Both the UAE Personal Data Protection Law and the GDPR have a number of similarities as well as some differences. Under both sets of rules, processing personal data requires obtaining consent from the individual whose information is being processed, limiting the collection and use of such data to predefined and allowed goals, and using suitable controls to prevent unauthorized access to the information. Nevertheless, the General Data Protection Regulation (GDPR) provides extra particular restrictions on the rights of data subjects, such as the right to have one’s data deleted, the right to have one’s data moved to another location, and the right to object to having one’s data processed. In contrast, the UAE PDPL requires both the competent authorities and impacted persons to be notified in the case of a data breach. Moreover, the UAE PDPL requires the appointment of a data protection officer.
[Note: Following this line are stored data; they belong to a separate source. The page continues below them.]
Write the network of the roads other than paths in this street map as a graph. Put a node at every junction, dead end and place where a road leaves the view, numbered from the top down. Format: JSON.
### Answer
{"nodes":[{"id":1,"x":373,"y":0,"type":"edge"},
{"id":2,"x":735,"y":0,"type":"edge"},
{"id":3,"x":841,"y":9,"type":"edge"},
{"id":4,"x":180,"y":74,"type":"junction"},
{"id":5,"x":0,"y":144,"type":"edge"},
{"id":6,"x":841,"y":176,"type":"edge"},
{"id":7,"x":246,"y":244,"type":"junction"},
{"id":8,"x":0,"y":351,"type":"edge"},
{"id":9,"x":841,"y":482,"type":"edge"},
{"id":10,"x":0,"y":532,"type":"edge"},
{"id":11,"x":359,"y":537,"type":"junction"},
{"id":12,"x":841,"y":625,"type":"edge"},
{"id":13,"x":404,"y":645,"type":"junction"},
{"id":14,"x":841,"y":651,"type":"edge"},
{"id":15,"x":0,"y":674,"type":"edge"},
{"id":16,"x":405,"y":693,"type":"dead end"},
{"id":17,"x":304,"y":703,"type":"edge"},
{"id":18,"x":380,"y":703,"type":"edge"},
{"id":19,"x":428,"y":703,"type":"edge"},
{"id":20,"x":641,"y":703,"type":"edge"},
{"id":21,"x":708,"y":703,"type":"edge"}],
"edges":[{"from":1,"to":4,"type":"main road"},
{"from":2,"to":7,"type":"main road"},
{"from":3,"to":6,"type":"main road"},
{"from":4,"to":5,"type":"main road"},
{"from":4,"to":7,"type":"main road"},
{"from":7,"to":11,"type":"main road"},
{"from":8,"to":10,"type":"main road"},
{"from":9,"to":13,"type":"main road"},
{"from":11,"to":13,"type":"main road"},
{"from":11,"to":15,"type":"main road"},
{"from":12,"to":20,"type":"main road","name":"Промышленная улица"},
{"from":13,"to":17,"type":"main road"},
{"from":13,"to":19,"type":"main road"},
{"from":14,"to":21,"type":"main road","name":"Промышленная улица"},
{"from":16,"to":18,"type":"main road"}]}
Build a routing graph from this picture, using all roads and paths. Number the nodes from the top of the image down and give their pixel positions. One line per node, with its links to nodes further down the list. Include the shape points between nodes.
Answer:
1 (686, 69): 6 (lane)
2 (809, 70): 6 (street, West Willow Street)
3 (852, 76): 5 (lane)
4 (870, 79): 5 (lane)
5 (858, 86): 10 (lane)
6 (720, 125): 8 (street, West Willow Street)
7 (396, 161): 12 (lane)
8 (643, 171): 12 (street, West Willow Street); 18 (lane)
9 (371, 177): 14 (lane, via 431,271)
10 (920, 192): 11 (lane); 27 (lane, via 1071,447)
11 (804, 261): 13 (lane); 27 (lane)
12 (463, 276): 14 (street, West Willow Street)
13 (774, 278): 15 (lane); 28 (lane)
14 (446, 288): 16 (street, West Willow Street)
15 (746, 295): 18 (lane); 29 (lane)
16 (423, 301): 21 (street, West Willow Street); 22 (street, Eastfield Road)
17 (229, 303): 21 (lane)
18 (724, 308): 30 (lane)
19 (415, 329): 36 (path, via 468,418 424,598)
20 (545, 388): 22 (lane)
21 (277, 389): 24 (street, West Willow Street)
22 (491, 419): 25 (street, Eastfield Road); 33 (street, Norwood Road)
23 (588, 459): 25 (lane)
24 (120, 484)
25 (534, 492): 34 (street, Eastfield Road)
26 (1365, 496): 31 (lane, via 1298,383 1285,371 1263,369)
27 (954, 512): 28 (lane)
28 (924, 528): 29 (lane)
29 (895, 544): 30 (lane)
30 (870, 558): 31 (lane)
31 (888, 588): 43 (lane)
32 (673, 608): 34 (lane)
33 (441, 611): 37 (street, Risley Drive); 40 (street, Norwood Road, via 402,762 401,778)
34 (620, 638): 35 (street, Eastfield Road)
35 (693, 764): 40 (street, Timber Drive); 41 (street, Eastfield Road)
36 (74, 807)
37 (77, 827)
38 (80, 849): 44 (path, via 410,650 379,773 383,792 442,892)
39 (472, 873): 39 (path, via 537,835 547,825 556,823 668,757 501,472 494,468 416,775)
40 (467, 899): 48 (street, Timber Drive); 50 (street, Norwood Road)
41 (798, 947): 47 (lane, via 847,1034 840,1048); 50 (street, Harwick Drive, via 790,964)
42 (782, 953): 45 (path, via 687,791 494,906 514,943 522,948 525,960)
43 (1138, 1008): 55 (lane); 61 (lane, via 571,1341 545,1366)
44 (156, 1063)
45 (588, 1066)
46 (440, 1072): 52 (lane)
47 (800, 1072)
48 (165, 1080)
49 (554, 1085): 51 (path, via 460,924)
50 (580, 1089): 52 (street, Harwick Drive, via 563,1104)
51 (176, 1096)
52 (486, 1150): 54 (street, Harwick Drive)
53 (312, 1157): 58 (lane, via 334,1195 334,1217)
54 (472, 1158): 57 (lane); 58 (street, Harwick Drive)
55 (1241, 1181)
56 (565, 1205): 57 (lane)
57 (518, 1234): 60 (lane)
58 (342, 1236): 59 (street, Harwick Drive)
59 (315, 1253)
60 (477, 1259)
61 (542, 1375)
The UAE Personal Data Protection Law (PDPL) has more rigorous regulations than the CCPA does regarding the adoption of acceptable security measures to protect personal data and the obtaining of data subject approval. The California Consumer Privacy Act (CCPA) does, however, include more specific requirements on the rights of data subjects. These rights include the rights to know what personal information is being collected, the right to seek deletion of personal information, and the right to opt-out of the sale of personal information.

The PDPL’s common criticisms

If an organization has a presence in the United Arab Emirates (UAE), it is required to take efforts to ensure that it complies with the UAE PDPL; otherwise, the organization runs the risk of experiencing legal and reputational penalties.

The United Arab Emirates’ Personal Data Protection Law has come under fire for allegedly including wording that is unclear in key areas, which may result in uneven application of the law. For example, It requires that data controllers get approval from data subjects before processing their personal data. However, it does not clarify what sort of consent is valid or whether or not it must be explicit or whether it might be implicit.

Another criticism is that it does not go into sufficient depth to protect the rights of data subjects, such as the right to deletion and the right to data portability. These are issues that are addressed in greater depth by other data privacy frameworks, such as the General Data Protection Regulation (GDPR). It’s possible that this will put people living in the UAE at a disadvantage in comparison to other people all around the world who are also data subjects.

In addition, there are skeptics who are concerned about the prospective effects that the PDPL might have on businesses headquartered in the UAE, particularly small and medium-sized enterprises (SMEs), who may find it difficult to fulfill the new requirements and incur substantial costs in the process of doing so. The PDPL has been viewed with skepticism since it introduces yet another set of laws for businesses operating in the United Arab Emirates. This has raised concerns that it may reduce the amount of money invested in the country by outside parties.

Despite the fact that the PDPL has been criticized, it is still a significant step in the right direction towards preserving the privacy and rights of data subjects in the UAE. It is likely that more advice and revisions will be made in order to address some of the problems that have been pointed out.